ブルーギル
撮影: 竹門康弘
ブルーギル
撮影日: 2005.4.17
北米原産の外来種。大きさは20cmくらい。 雑食で 繁殖力が強く、 日本の生態系に対する影響はブラックバスに勝るとも劣らないとされる。 日本への移入は、1960年である。

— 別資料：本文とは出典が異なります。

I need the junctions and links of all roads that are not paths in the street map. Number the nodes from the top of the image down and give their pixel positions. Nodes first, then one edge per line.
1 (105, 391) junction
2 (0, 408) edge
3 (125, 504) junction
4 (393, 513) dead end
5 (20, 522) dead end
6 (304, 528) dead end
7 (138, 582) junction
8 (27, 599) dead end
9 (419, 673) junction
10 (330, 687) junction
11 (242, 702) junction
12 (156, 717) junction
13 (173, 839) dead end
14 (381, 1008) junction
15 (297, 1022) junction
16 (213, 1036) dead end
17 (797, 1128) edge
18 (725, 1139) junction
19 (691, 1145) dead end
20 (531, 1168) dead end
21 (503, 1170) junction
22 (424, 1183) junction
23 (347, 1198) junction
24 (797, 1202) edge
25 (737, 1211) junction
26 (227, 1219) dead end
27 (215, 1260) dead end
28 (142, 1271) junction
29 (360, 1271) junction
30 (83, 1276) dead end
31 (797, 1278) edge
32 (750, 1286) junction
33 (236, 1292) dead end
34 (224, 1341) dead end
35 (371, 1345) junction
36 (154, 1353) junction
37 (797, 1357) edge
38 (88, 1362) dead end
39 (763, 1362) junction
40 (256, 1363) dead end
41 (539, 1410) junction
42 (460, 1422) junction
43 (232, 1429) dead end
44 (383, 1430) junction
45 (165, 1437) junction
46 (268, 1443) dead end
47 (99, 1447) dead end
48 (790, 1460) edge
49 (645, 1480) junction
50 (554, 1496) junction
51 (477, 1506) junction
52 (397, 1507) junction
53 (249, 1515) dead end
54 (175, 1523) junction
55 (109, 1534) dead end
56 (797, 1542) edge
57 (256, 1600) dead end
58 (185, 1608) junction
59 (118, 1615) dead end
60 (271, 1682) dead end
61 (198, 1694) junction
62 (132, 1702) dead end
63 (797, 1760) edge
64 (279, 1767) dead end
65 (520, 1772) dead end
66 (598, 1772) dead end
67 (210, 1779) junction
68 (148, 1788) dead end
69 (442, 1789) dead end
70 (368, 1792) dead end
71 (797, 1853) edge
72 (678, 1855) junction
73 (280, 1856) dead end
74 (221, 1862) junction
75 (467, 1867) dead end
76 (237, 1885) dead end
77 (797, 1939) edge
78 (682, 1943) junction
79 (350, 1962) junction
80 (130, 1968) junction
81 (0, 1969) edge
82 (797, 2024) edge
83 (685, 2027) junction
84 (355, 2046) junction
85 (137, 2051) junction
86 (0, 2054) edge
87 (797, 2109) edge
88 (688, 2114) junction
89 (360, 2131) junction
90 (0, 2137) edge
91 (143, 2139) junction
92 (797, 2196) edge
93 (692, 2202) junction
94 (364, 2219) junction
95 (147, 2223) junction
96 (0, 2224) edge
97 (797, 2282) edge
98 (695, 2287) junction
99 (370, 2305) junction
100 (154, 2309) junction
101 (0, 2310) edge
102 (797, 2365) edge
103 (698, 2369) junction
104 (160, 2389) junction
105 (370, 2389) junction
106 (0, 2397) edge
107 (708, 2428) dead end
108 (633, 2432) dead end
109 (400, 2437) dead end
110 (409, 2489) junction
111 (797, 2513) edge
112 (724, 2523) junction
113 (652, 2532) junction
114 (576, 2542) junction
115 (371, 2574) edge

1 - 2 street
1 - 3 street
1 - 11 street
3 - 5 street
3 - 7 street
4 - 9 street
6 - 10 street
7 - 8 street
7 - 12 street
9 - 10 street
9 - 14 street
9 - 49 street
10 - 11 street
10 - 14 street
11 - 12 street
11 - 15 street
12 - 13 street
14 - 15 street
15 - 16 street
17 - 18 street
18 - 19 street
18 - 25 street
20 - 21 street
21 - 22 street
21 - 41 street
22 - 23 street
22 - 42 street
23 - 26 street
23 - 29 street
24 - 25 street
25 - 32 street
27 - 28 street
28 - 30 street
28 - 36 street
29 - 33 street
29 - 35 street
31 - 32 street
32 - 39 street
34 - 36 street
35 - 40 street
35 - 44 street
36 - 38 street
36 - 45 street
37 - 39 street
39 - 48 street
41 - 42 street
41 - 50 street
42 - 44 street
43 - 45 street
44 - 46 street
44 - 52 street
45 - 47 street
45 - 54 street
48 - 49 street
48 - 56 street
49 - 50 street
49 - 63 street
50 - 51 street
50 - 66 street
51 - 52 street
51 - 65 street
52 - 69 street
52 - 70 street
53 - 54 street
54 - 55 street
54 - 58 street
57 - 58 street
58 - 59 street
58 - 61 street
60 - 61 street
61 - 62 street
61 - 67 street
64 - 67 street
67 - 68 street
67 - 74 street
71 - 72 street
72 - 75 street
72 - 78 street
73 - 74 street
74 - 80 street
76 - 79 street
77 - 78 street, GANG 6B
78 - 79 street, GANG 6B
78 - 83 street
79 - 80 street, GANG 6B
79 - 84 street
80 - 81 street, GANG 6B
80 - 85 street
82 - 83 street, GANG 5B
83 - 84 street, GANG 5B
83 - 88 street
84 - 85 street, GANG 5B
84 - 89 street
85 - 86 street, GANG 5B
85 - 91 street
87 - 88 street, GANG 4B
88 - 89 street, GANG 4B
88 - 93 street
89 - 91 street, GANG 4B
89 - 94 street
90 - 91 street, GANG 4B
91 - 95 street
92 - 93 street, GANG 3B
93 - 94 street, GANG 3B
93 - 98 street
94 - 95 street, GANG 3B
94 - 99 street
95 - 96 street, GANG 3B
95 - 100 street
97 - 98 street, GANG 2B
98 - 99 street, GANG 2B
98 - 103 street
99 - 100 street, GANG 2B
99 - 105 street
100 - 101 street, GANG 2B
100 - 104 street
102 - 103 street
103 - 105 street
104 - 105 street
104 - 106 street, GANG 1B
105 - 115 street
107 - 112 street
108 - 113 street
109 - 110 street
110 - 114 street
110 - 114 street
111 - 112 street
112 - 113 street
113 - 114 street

今回の調査による深泥池におけるブルーギルの推定個体数は 数万尾のオーダーである。 実際、一つの網の一回のつぼ上げで、 100匹以上捕れることもめずらしくなく、はじめのうちは現場で数を 数えていたが、そのうち、5cm以下の個体は すべてアルコール漬けに してあとから(だれかが?)数えることになったほど。
ブルーギルの稚魚。
撮影: 竹門康弘
ブルーギルが深泥池に移入された時期ははっきりしないが、 すくなくとも、オオクチバスよりも早くからいたらしい。 そして、そのころは 現在よりも在来種が多くいたことが確認されている。 このことに対し、 滋賀県立琵琶湖博物館の桑村さんは、次のような 仮説を立てている (深泥池における 外来魚資源抑制手法参照)。まず、ブルーギルが深泥池に入ってきたとき、 つまり、在来種が多く存在していた ときは、ブルーギルはそんなにふえることが できなかったが、オオクチバスが入ってきて在来の魚をほとんどすべて 食べてしまったので、 ブルーギルが現在のようにふえてしまったというのである。 つまり、現在数はすくないが存在しているオオクチバスを駆除できれば、 在来種が復活する可能性があるということである。
2006年度深泥池外来魚除去事業結果(PDFファイル)によると、2006年のブルーギルの推定個体数210±43尾である。